Wow, NetNewsWire has been acquired by NewsGator. Now, NewsGator has one of the better online aggregators, an RSS plugin for Outlook, the best Windows RSS aggregator in FeedDemon, and, now, NetNewsWire.

It’s a nice stack. Now, the questions: What does this mean for Bloglines? Both FeedDemon and NetNewsWire had publicly shown a desire to implement Bloglines’s synchronization API. Since then, Bloglines was acquired by Ask Jeeves and both FeedDemon and NNW are part of NewsGator which has it’s own API.

Second, NewsGator is now in a unique position. I’ve been thinking a lot lately about how textual content isn’t really done well in RSS. With the combination of the synchronization features, a good web client, and these great desktop apps, they’re in a good position to start understanding what people read and how they consume. Perhaps they can use that information to bring together a better reading experience. FD’s newspaper feature on steroids, as it were, or Google News based on your reading habits and feedback.

I have a great deal of respect for both Brent Simmons (NNW) and Nick Bradbury (FD) so I’m sure there’s something very compelling to get these two guys to join forces with NewsGator. I’ve also had the opportunity to speak with some of the folks at NewsGator, and they’re smart guys who “get it.” So, you can understand that I’m a bit excited by these developments.

Update: wow, busy day… looks like Weblogs, Inc. got bought by AOL. Weblogs, Inc. owns blogs like Engadget and Autoblog.

1:45 am | leave a comment

Seemingly more relevant at work every day, Mark Cuban wrote an interesting post on his blog about the “[worst] reason for doing something”: “Thats the way we have always done it.” While I think that’s a good point, and a lesson that every business can use, his example of a bad case of this is, quite frankly, wrong.

He wants the NBA to stop reporting attendance figures for their games. Why? Because it’s information that could help competitors. From his blog:

Why in the world do sports teams disclose our attendance for games ? Does it make even a little bit of difference to anyone at all ? Do people bet on the number ? No. Does it change the outcome of the game ? No. So Yogi Berra knows its too crowded and no one goes there anymore ?

Does it help competitive entertainment outlets know how our business is doing ? Yes. Could it give them an incentive to spend more money on promotion to compete with us if attendance is good ? Yes. Could it give them more incentive to reference our attendance if its down ? Yes. I know I read the attendance figures of the other Dallas teams and it certainly impacts the marketing decisions we make in our market.

I tend to agree that there’s value in that information. But precisely because there is value in this information, competitors will get it on their own. Better that the enterprise release it’s own metrics than have the kabuki dance that happens in TV or the online space, where a third party estimates the traffic/attendance/viewership and sells that information. At the end of the day, it’s cheaper and simpler and cuts out a middle man. More to the point, if the “other Dallas teams” didn’t release their attendance information, as Cuban proposes, we all pay more and get less reliable information.

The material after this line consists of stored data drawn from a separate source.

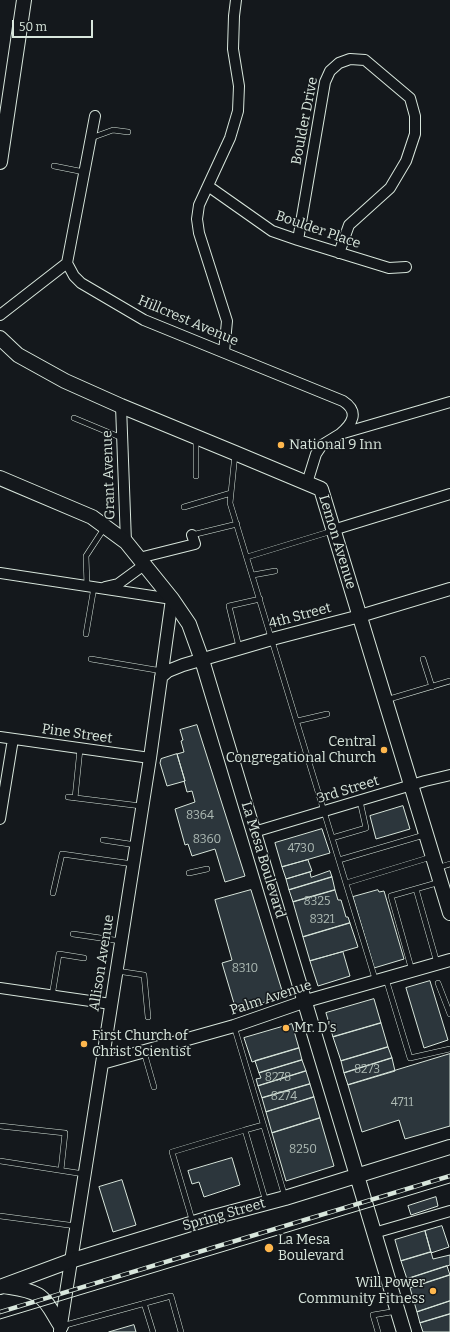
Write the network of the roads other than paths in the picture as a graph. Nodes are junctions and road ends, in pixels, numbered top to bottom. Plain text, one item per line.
1 (24, 0) edge
2 (236, 0) edge
3 (95, 116) dead end
4 (128, 132) dead end
5 (90, 139) junction
6 (0, 161) edge
7 (54, 166) dead end
8 (84, 172) junction
9 (208, 186) junction
10 (298, 240) junction
11 (339, 253) junction
12 (67, 263) junction
13 (406, 267) dead end
14 (0, 315) edge
15 (0, 338) edge
16 (224, 352) junction
17 (450, 402) edge
18 (121, 406) junction
19 (74, 418) dead end
20 (340, 434) junction
21 (196, 437) junction
22 (122, 438) junction
23 (235, 453) junction
24 (196, 476) dead end
25 (0, 478) edge
26 (307, 483) junction
27 (231, 493) junction
28 (450, 494) edge
29 (184, 508) dead end
30 (237, 524) junction
31 (105, 527) junction
32 (334, 530) junction
33 (192, 535) joint
34 (126, 542) junction
35 (247, 557) junction
36 (142, 561) junction
37 (275, 571) dead end
38 (0, 573) edge
39 (253, 575) junction
40 (94, 587) junction
41 (450, 589) edge
42 (172, 598) junction
43 (260, 599) junction
44 (360, 616) junction
45 (86, 634) dead end
46 (272, 639) junction
47 (240, 649) junction
48 (91, 659) dead end
49 (423, 659) dead end
50 (202, 660) junction
51 (161, 674) junction
52 (450, 681) edge
53 (432, 687) junction
54 (385, 700) junction
55 (327, 714) dead end
56 (297, 721) junction
57 (0, 737) edge
58 (13, 739) junction
59 (80, 749) junction
60 (150, 758) junction
61 (450, 775) edge
62 (411, 785) junction
63 (68, 797) dead end
64 (75, 798) junction
65 (360, 801) junction
66 (142, 807) junction
67 (324, 811) junction
68 (0, 820) edge
69 (254, 832) junction
70 (426, 834) junction
71 (332, 838) junction
72 (103, 840) dead end
73 (136, 845) junction
74 (339, 860) junction
75 (435, 862) junction
76 (133, 864) junction
77 (450, 864) edge
78 (207, 869) dead end
79 (189, 874) dead end
80 (441, 882) junction
81 (346, 883) junction
82 (416, 889) junction
83 (53, 893) dead end
84 (450, 913) edge
85 (73, 934) dead end
86 (121, 941) junction
87 (84, 958) dead end
88 (450, 960) edge
89 (437, 964) junction
90 (116, 971) junction
91 (412, 971) junction
92 (381, 980) junction
93 (438, 983) dead end
94 (0, 988) edge
95 (52, 996) junction
96 (306, 1001) junction
97 (111, 1004) junction
98 (450, 1014) edge
99 (148, 1016) dead end
100 (234, 1026) junction
101 (450, 1049) edge
102 (144, 1051) junction
103 (102, 1063) junction
104 (154, 1087) dead end
105 (263, 1125) junction
106 (0, 1126) edge
107 (245, 1130) junction
108 (450, 1147) edge
109 (0, 1162) edge
110 (61, 1170) junction
111 (84, 1174) junction
112 (356, 1175) junction
113 (285, 1198) junction
114 (266, 1203) junction
115 (450, 1211) edge
116 (0, 1216) edge
117 (193, 1224) junction
118 (76, 1226) junction
119 (374, 1233) junction
120 (70, 1261) junction
121 (1, 1286) edge
122 (144, 1303) junction
123 (398, 1311) junction
124 (60, 1329) edge
125 (153, 1332) edge
126 (181, 1332) edge
127 (378, 1332) edge
128 (404, 1332) edge

1 - 6 main road
2 - 9 street
3 - 5 street
4 - 5 lane
5 - 8 street
7 - 8 lane
8 - 12 street
9 - 10 street, Boulder Place
9 - 16 street
10 - 11 street, Boulder Place
10 - 11 street, Boulder Drive
11 - 13 street, Boulder Place
12 - 14 street
12 - 16 street, Hillcrest Avenue
15 - 18 main road, Lemon Avenue
16 - 20 street, Hillcrest Avenue
17 - 20 street, Hillcrest Avenue
18 - 21 main road, Lemon Avenue
18 - 22 street, Grant Avenue
19 - 22 lane
20 - 26 street, Hillcrest Avenue
21 - 23 main road, Lemon Avenue
21 - 24 lane
22 - 34 street, Grant Avenue
23 - 26 main road, Lemon Avenue
23 - 27 lane
25 - 31 main road, La Mesa Boulevard
26 - 32 main road, Lemon Avenue
27 - 29 lane
27 - 30 lane
28 - 32 street
30 - 33 lane
30 - 35 lane
31 - 34 main road, La Mesa Boulevard
31 - 40 lane
32 - 35 lane
32 - 44 main road, Lemon Avenue
33 - 36 street
34 - 36 main road, La Mesa Boulevard
35 - 39 lane
36 - 40 street
36 - 42 main road, La Mesa Boulevard
37 - 39 lane
38 - 40 street
39 - 43 lane
40 - 42 street
40 - 45 lane
41 - 44 street, 4th Street
42 - 50 main road, La Mesa Boulevard
42 - 51 street, Allison Avenue
43 - 46 lane
43 - 47 lane
44 - 46 street, 4th Street
44 - 54 main road, Lemon Avenue
46 - 47 street, 4th Street
46 - 56 lane
47 - 50 street, 4th Street
48 - 51 lane
49 - 53 lane
50 - 51 street, 4th Street
50 - 69 main road, La Mesa Boulevard
51 - 60 street, Allison Avenue
52 - 53 lane
53 - 54 lane
54 - 62 main road, Lemon Avenue
55 - 56 lane
56 - 67 lane
57 - 58 street, Pine Street
58 - 59 street, Pine Street
58 - 68 street
59 - 60 street, Pine Street
59 - 64 lane
60 - 66 street, Allison Avenue
61 - 62 street, 3rd Street
62 - 65 street, 3rd Street
62 - 70 main road, Lemon Avenue
63 - 64 lane
64 - 66 lane
65 - 67 street, 3rd Street
65 - 71 lane
66 - 73 street, Allison Avenue
67 - 69 street, 3rd Street
67 - 71 lane
69 - 96 main road, La Mesa Boulevard
70 - 74 lane
70 - 75 main road, Lemon Avenue
71 - 74 lane
72 - 73 lane
73 - 76 street, Allison Avenue
74 - 81 lane
75 - 77 lane
75 - 80 main road, Lemon Avenue
75 - 81 lane
76 - 83 lane
76 - 86 street, Allison Avenue
78 - 79 lane
80 - 82 lane
80 - 84 main road, Lemon Avenue
81 - 92 lane
82 - 89 lane
82 - 91 lane
85 - 86 lane
86 - 90 street, Allison Avenue
87 - 95 lane
88 - 89 street, Palm Avenue
89 - 91 street, Palm Avenue
90 - 97 street, Allison Avenue
90 - 99 lane
91 - 92 street, Palm Avenue
92 - 96 street, Palm Avenue
92 - 101 lane
93 - 98 lane
94 - 95 street
95 - 97 street
96 - 100 street, Palm Avenue
96 - 112 main road, La Mesa Boulevard
97 - 103 street, Allison Avenue
100 - 102 street, Palm Avenue
100 - 105 lane
102 - 103 street, Palm Avenue
102 - 104 lane
103 - 111 street, Allison Avenue
105 - 107 lane
105 - 113 lane
106 - 110 lane
107 - 114 lane
107 - 117 lane
108 - 112 main road, Spring Street
109 - 110 lane
110 - 111 lane
111 - 118 street, Allison Avenue
112 - 113 main road, Spring Street
112 - 119 main road, La Mesa Boulevard
113 - 114 main road, Spring Street
114 - 117 main road, Spring Street
115 - 119 street
116 - 118 lane
117 - 120 main road, Spring Street
118 - 120 street, Allison Avenue
119 - 123 main road, La Mesa Boulevard
120 - 121 main road, Spring Street
120 - 124 street, Allison Avenue
121 - 124 main road
122 - 124 lane
122 - 125 lane
122 - 126 lane
123 - 127 lane
123 - 128 main road, La Mesa Boulevard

Now, it might be that you’re already relying on outside metrics/analysis firms for deeper demographic/behavior breakdowns (how many people paid for the $80 seats vs. the $15 seats, how much does the average consumer spend on concession, etc.). Even then, though, one metric can’t be that valuable. In fact, at least it gives you a baseline of “accurate” data to start other modeling from.

I feel like this is in part a discussion of the benefits of the commons vs. everything being proprietary. Business thrives when the commons are healthy and putting out attendance figures feels like a simple contribution to the information commons with benefits when (most) everyone participates.

Update: And I forgot about the most basic reasons… your advertisers want to know how many people will be seeing their ads. Once those numbers get out, they’re out there… (you can find ESPN.com’s public metrics if you know where to look).